Momento Mágico: No Need To Worry


Yeasayer All Hour Cymbals (2007) - Now We Are Free

2008/01/28

Vietnam

Revivalismo

Vietnam é um nome estranho para uma banda e se por mero acaso a banda for nova-iorquina, o estranho eleva-se ao cubo, seja como for o importante é a música e é nela que me vou concentrar. Psychadelic rock dos anos 70’s, onde abundam e abusam as guitarras e os riffs, somam-se isto a voz de Joshua Grubb, que se aproxima imensas vezes do timbre de Bob Dylan, o resultado final são uns Black Crowes não tão obscuros.
O revivalismo hippie está presente a cada nota, a forma como tudo é edificado segue os rigorosos padrões de uma época, usam as formas de uns Led Zeppeplin quando querem mostrar trabalho de puro rock e os trejeitos de uns Velvet Underground quando querem demonstrar o seu lado mais arty.
Os Vietnam não tem qualquer intenção de disfarçar a sua veia de puros rockers, não estão preocupados com rótulos ou etiquetas, a música está quase toda inventada, o que por aqui se passa não trás nada de novo, limitam-se a baralhar as cartas e dar um novo jogo, enquanto escorre mais um gole de Bourbon.

Momento Mágico: Welcome To My Room


Vietnam
Vietnam (2007) Kemado

2008/01/25

Le Loup

Pseudo-Folk

A constante presença do som do banjo, poderia dar aos Le Loup uma roupagem exclusivamente country, mas toda a parafernália musical que circula à sua volta transforma som da banda num perfeito indie-folk. Poder-se-á acusar a banda de Washington DC nascida em 2006, de viver um pouco prisioneira do universo criado pelos Grizzly Bear e Arcade Fire, que nos dias que correm é mais uma constatação que uma acusação, mas penso que os Le Loup souberam aproveitar algumas das características de ambas e criarem um universo paralelo, muito mais ao estilo de uns Notwist ou de uns 13 & God.
Ao primeiro álbum The Throne of the Third Heaven of the Nations' Millennium General Assembly, os Le Loup usam folk experimental e electrónica q.b. aproveitando para continuar a extrair desse filão mais umas quantas pepitas de ouro, que depois de trabalhado irá ser transformado em pequenos belos lingotes.
Se há uns anos isto seria weird-folk, agora é quase passível de ser pop corriqueira, o que demonstra que para além da existência de uma linha de conduta que está a ser seguida por um sem numero de bandas das mais diversas correntes artísticas, há também um certo nível de inteligência que hoje marca as novas tendências musicais, não querendo ficar prisioneiras deste ou daquele género musical.
Todo álbum é rico em pequenos pormenores, desde do canto de pássaros “Canto I”, aos sons da mãe natureza “(Storm)”, a constantes jogos de harmonias vocais em “Le Loup (Not Fear)”. Mas o disco não vive só de pormenores, com “Planes Like Vultures”, “Look To The West” e “Outside Of This Car, The End Of The World!”, já há verdadeiras marcas de fogo, provando que os Le Loup são uma banda cerebral, usando com imenso cuidado e cautela tudo o que lhes tem chegado aos ouvidos. Excelente primeiro disco, banda a seguir com atenção.

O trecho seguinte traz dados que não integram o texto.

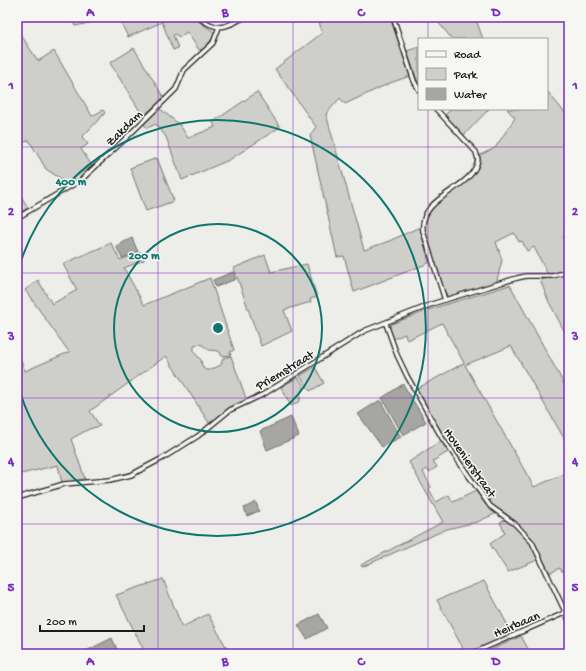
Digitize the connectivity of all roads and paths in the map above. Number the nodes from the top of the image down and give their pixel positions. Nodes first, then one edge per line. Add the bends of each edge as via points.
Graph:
1 (198, 17) edge
2 (245, 17) edge
3 (393, 17) edge
4 (219, 28) junction
5 (418, 88) edge
6 (437, 110) edge
7 (17, 218) edge
8 (569, 271) edge
9 (445, 300) junction
10 (386, 324) junction
11 (17, 498) edge
12 (568, 612) edge
13 (569, 620) edge
14 (470, 654) edge

1 - 4 street via 210,26
2 - 4 street
3 - 5 street
4 - 7 street, Zakdam via 213,43 184,70 176,89 124,140 81,180
6 - 9 street via 476,152 478,160 470,176 436,202 423,220 422,231
8 - 9 street, Priemstraat via 553,276 526,276
9 - 10 street, Priemstraat
10 - 11 street, Priemstraat via 364,332 274,388 230,410 198,436 131,475 110,480 64,484
10 - 12 street, Hovenierstraat via 407,376 442,438 487,503 515,524 532,542
12 - 13 street, Hovenierstraat
12 - 14 street, Heirbaan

Momento Mágico: We Are Gods! We Are Wolfes!


Le Loup - The Throne of the Third Heaven of the Nations' Millennium General Assembly (2007) – Hardly Art

2008/01/21

Radiohead

Ás Cores

Ao 9º álbum, os Radiohead regressam ao formato puramente pop/rock, assinando 10 temas inundados de beleza e sentimentos. In Rainbows é a amálgama de uma carreira, que já dura há duas dezenas de anos e ouvindo o disco em loop, fica a ideia que já não há nada a provar, os Radiohead fazem o que bem lhes apetecer. Não há normas, regras ou formatos, é tudo construído com paixão e dedicação minuciosa, existe uma atenção cuidadosa a todos os sons e a todos os ruídos, tudo é importante, tudo conta, tudo ilumina…
A subtileza criativa procura novos esquemas e novos espaços e o que para muitos é um caminho feito a medo, para eles é uma suave passagem, um lugar pacífico e é dessa forma que conseguem transições perfeitas, transposições temáticas e sonoras de uma eficácia atroz.
In Rainbows irá marcar também toda a música e respectiva indústria, a distribuição gratuita (ou remunerada à vontade de cada um) é o ponto de fractura, no futuro haver uma clivagem naquilo que em tempos foi um grande negócio. A partir de agora haverá um antes e um após In Rainbows. Com este passo de magia, os Radiohead deram o golpe final, na já moribunda indústria da música e transformaram uma relação que era altamente promíscua, numa bonita relação a dois (eles e nós).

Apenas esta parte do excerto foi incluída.